Who among the parents fighting so hard to get their kids into a good school is going to volunteer to have their kid give up the slot in the upper middle class? People are willing to accept a certain amount of slippage, but only as long as it comes with added job security (government) or special fulfillment (the ministry, the arts)--and even in the latter cases, Mom and Dad will often be strenuously arguing against following your calling. But how many doctors and lawyers would simply glumly accept it if you told them that sorry, junior's going to be an intermittently employed long-haul trucker, and your darling daughter is going to work the supermarket checkout, because all the more lucrative and interesting slots went to smarter and more talented people?


I thought we lived in a meritocracy? God knows McArdle has spouted those words often enough. Now we are told that the upper middle class must keep out the smarter and more talented members of the lower class to preserve their own privilege, which just happens to be McArdle's main goal in life. Which also makes her a conservative, not libertarian, but McArdle does not mind elbowing out real libertarians if it gains her an advantage. For we live in some zero-sum game in which every time someone else makes good, McArdle is deprived of some of her birthright.



To a first approximation, none. Oh, of course, middle class families do have those spectacular screw-ups who end up stuck in dead-end jobs, and they don't expel them or anything. But they would not cooperate with any system that made such a result fairly likely--and that is what we're actually talking about, when we're talking about rising income mobility. Someone in society is going to end up doing crappy jobs, because trash needs to be hauled and Alzheimer's patients need to have their diapers changed. The primary job of a middle class parent is to ensure that their children are not those people.

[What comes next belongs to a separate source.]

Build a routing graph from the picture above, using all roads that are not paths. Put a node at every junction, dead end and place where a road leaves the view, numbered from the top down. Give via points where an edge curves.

To a well deserving person God will show favor. To an ill deserving person He will simply be just. 
-Plaut


One of the reasons this is so hard is that so many of the problems poor people deal with are created by living near other poor people. Most poor people are not criminals, but most criminals are poor people, because crime actually doesn't pay (very well).
 
 
This is what happens when you don't prosecute Wall Street thugs and thieves: Megan McArdle gets to yammer in the Atlantic about how criminals are poor people who caught criminality from their degenerate neighbors. Crime paid very, very well for bankers, but this is ass-kissing, not journalism.
 
Most poor people take out their trash, maintain their homes, and stay off drugs--but the kind of people who don't do those things are disproportionately likely to end up in poverty. Which is to say, in your neighborhood, if you are poor--shooting at each other and hitting bystanders, breeding vermin that migrate into your living space, pilfering your stuff to support their drug habit.

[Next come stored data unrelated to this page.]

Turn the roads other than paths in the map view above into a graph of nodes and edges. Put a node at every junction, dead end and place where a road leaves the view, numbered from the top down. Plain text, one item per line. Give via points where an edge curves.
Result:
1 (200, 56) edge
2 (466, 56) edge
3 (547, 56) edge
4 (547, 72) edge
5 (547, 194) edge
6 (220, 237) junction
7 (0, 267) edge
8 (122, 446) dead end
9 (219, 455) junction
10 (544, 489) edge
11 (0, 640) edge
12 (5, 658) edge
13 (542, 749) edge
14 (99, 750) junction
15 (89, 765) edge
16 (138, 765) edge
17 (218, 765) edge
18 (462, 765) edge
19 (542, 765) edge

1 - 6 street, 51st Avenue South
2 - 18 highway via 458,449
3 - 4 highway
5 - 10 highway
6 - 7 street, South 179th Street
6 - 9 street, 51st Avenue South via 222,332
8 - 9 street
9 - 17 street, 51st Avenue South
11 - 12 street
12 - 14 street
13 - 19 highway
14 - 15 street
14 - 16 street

Someone has to live near those people; whatever your expectations for antipoverty policy, it surely does not include the end of drug addiction and slovenly habits. But should it be your kid? Would you want them to have a one-in-five chance of living in those conditions? (Or the different, but not necessarily less miserable, conditions of rural poverty?) Of course not. You'd do anything you had to in order to keep that from happening.
McArdle ignores the cocaine-fueled upper class like Larry Kudlow and his ilk, as well as her own pot-smoking friends and relations. They aren't drug addicts, they are---uh---fighting for economic and civil freedom! That's it!
And so middle class parents do. They pay lip service to mobility, but they work damn hard to make sure that their kids don't get exposed to a peer group that might normalize dropping out and working low-wage, dead end jobs, or going on welfare.

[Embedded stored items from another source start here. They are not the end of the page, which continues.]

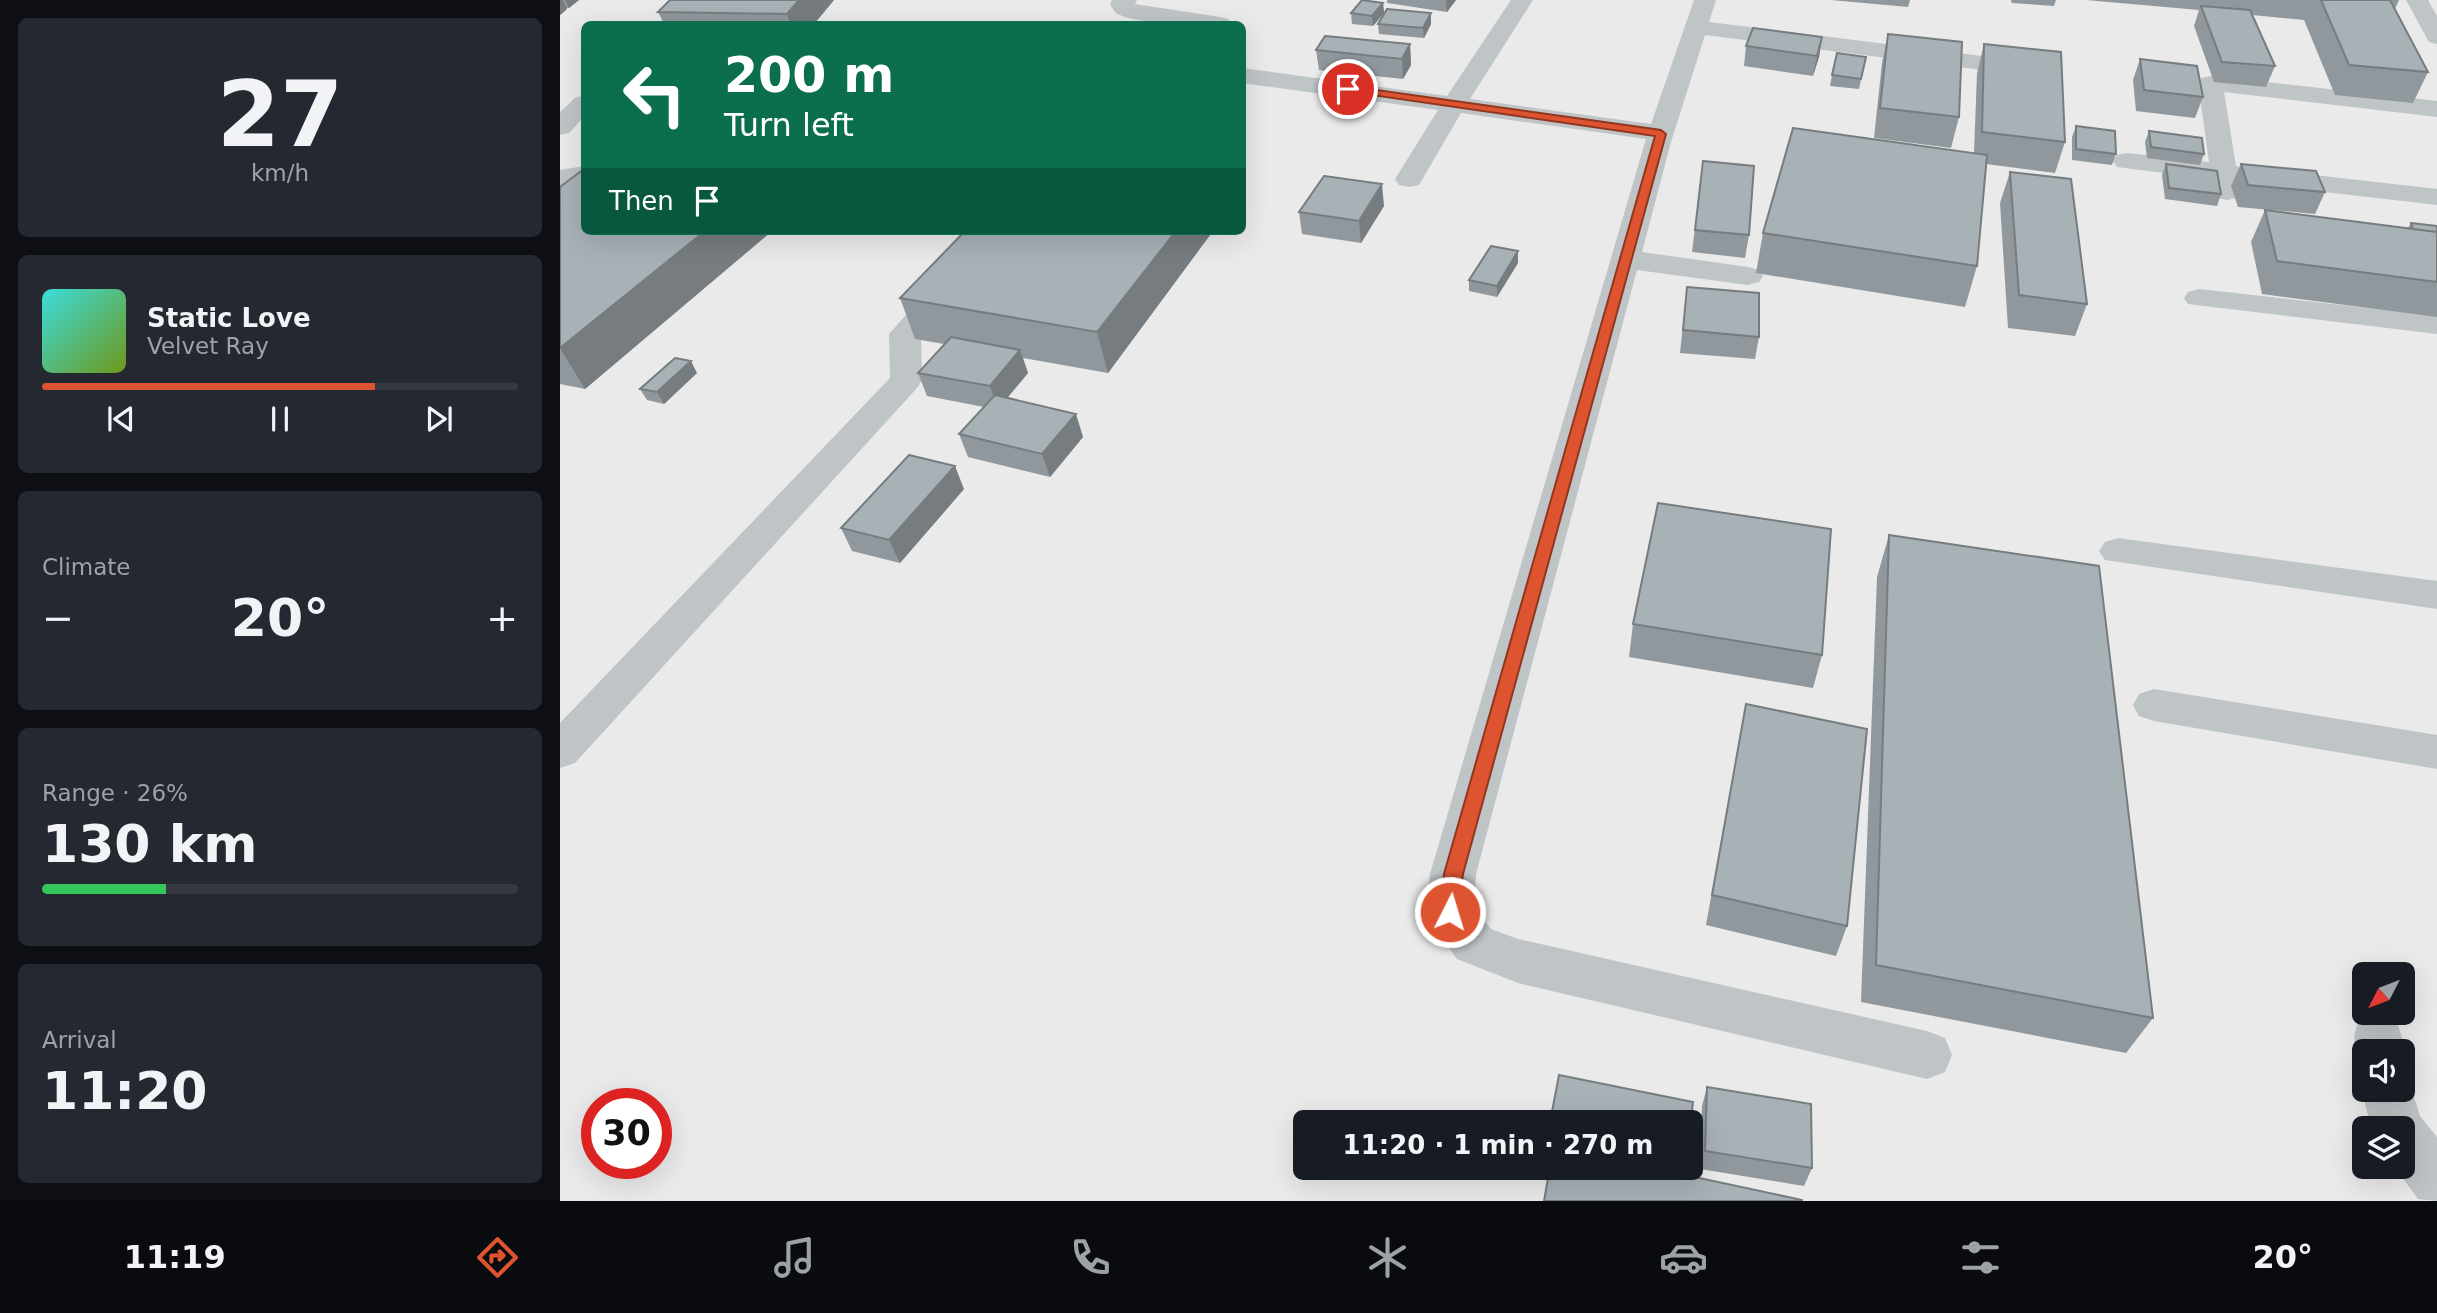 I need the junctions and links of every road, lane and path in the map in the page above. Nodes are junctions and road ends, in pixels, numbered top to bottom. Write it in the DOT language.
graph roads {
  1 [pos="1126,0"];
  2 [pos="1522,0"];
  3 [pos="2417,0"];
  4 [pos="1238,4"];
  5 [pos="1700,14"];
  6 [pos="1200,21"];
  7 [pos="1223,21"];
  8 [pos="2437,37"];
  9 [pos="2043,71"];
  10 [pos="1246,76"];
  11 [pos="1454,104"];
  12 [pos="581,106"];
  13 [pos="2437,109"];
  14 [pos="560,127"];
  15 [pos="1661,134"];
  16 [pos="2127,161"];
  17 [pos="581,174"];
  18 [pos="560,178"];
  19 [pos="1409,179"];
  20 [pos="2225,182"];
  21 [pos="2437,197"];
  22 [pos="993,235"];
  23 [pos="1625,258"];
  24 [pos="1748,276"];
  25 [pos="2199,298"];
  26 [pos="2437,325"];
  27 [pos="2119,551"];
  28 [pos="2437,595"];
  29 [pos="2154,705"];
  30 [pos="560,751"];
  31 [pos="2437,752"];
  32 [pos="1927,1055"];
  33 [pos="2415,1151"];
  34 [pos="2437,1180"];
  1 -- 6 [label="street"];
  2 -- 11 [label="street"];
  3 -- 8 [label="street"];
  4 -- 7 [label="street"];
  5 -- 9 [label="street"];
  5 -- 15 [label="street"];
  10 -- 11 [label="street"];
  11 -- 15 [label="street"];
  11 -- 19 [label="street"];
  12 -- 14 [label="street"];
  13 -- 20 [label="street"];
  15 -- 23 [label="street"];
  16 -- 20 [label="street"];
  17 -- 18 [label="street"];
  20 -- 21 [label="street"];
  22 -- 30 [label="street"];
  23 -- 24 [label="street"];
  23 -- 32 [label="street"];
  25 -- 26 [label="street"];
  27 -- 28 [label="street"];
  29 -- 31 [label="street"];
  33 -- 34 [label="street"];
}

No matter how deeply ideologically committed you are to public education and income mobility, you will not leave your kid in a high-poverty school where gangs are valorized and college is not--or even in a working class school that will close off the chances for admission to Harvard. You'll agitate against zoning that would bring poor people in (though of course, not because of the poor people, it's just that, you know, the character of the town is quiet single family houses and the infrastructure won't support multi-family plus we don't really have the social services here and they'd be much better off in Camden, actually.) With other like-minded parents, you'll take over the school and reshape its priorities to match those of the upper-middle class. Or you'll move to a different school system, naturally talking about the enrichment programs rather than the more affluent, education-focused peer group you're buying for your kids.
The one thing you will not say--unless you are isolated in a rural area with exactly one school and no critical mass of similar parents--is, "Oh, well, I guess the best we can hope for is a third-tier state school." It is no accident that the middle class bits of the New York City school system have managed to hijack the best resources for themselves, in the process building a pretty good public school system which exists cheek-by-jowl with a very lousy one.
Income mobility is one of the pillars of the American dream, one of the basic precepts of American Exceptionalism. And McArdle simply denies it. She is upper middle class, her audience is upper middle class, therefore income inequality is just fine and income mobility is a bad thing that might rob them of something, somewhere, somehow. This paean to selfishness, this laudatory lavatory paper, this I-got-mine-fuck-you-Jack--it contradicts everything we are supposed to hold dear. It's not that McArdle is selfish and greedy and miserly. It's that she feels perfectly at ease admitting it. She does not fear any kind of retribution whatsoever, socially or professionally. No priest is going to denounce her--she has no religion but money. No friends will shun her--they are as eager for wealth and power as she. And of course the more servile she becomes, the richer she becomes. It's win-win, if you are a lackey with no pride, morality or shame.




Remember, this is the meritocratic system we're talking about. This is the system that was supposed to break the spine of the old aristocracy of wealth and pull--and did, only to replace it with one that seems to be even more ruthlessly effective at shielding their children from competition.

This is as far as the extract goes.